Entering the Greatest Depression in History
More Bubbles Waiting to Burst

While there is much talk of a recovery on the horizon, commentators are forgetting some crucial aspects of the financial crisis. The crisis is not simply composed of one bubble, the housing real estate bubble, which has already burst. The crisis has many bubbles, all of which dwarf the housing bubble burst of 2008. Indicators show that the next possible burst is the commercial real estate bubble. However, the main event on the horizon is the “bailout bubble” and the general world debt bubble, which will plunge the world into a Great Depression the likes of which have never before been seen.

In late June of 2009, the BIS reported that as a result of stimulus packages, it has only seen “limited progress” and that, “the prospects for growth are at risk,” and further “stimulus measures won't be able to gain traction, and may only lead to a temporary pickup in growth.” Ultimately, “A fleeting recovery could well make matters worse.”

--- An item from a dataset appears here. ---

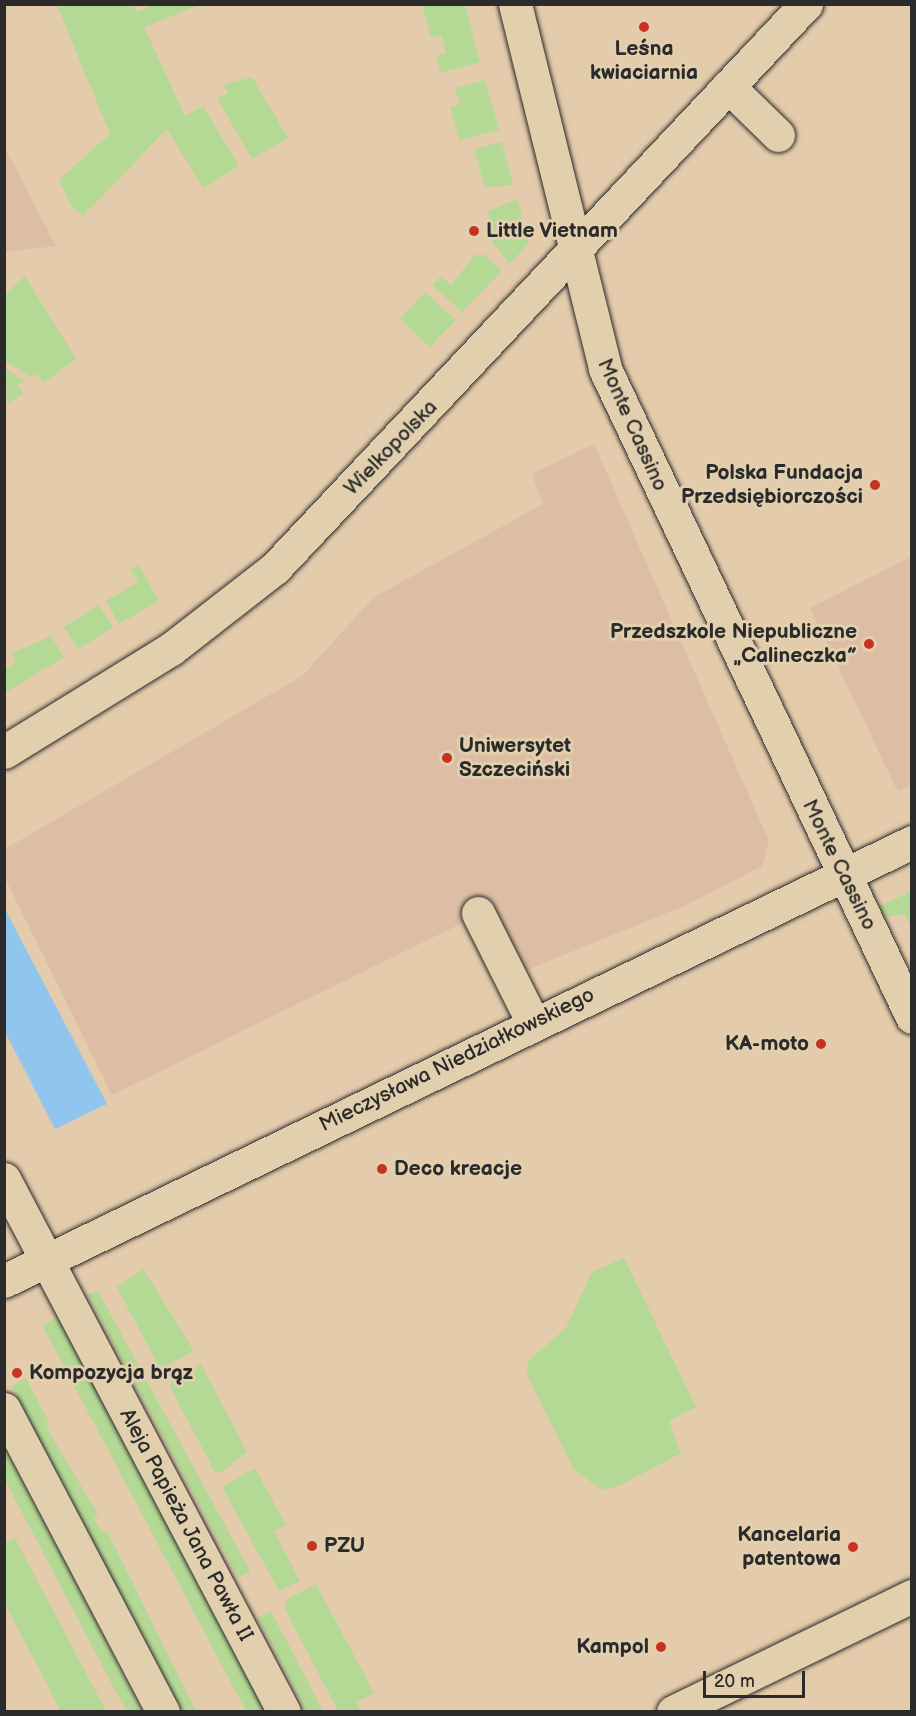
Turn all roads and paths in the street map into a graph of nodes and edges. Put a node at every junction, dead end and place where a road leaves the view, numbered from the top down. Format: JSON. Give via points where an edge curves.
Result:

The BIS has said, in softened language, that the stimulus packages are ultimately going to cause more damage than they prevented, simply delaying the inevitable and making the inevitable that much worse. Given the previous BIS warnings of a Great Depression, the stimulus packages around the world have simply delayed the coming depression, and by adding significant numbers to the massive debt bubbles of the world’s nations, will ultimately make the depression worse than had governments not injected massive amounts of money into the economy.


Worth reading the whole thing.




a good summation of events that have been chronicled here. From the same article

China’s economy primarily relies upon the United States as a consumption market for its cheap products. However, “The slowdown in U.S. consumption amid a credit crunch has exposed the weaknesses in this export-led financing model. So now China is turning instead to cheap debt for funding, a shift suggested by this year’s 35% or so rise in bank loans.”[31]

In August of 2009, it was reported that China is experiencing a “stimulus-fueled stock market boom.” However, this has caused many leaders to “worry that too much of the $1-trillion lending binge by state banks that paid for China's nascent revival was diverted into stocks and real estate, raising the danger of a boom and bust cycle and higher inflation less than two years after an earlier stock market bubble burst.”[32]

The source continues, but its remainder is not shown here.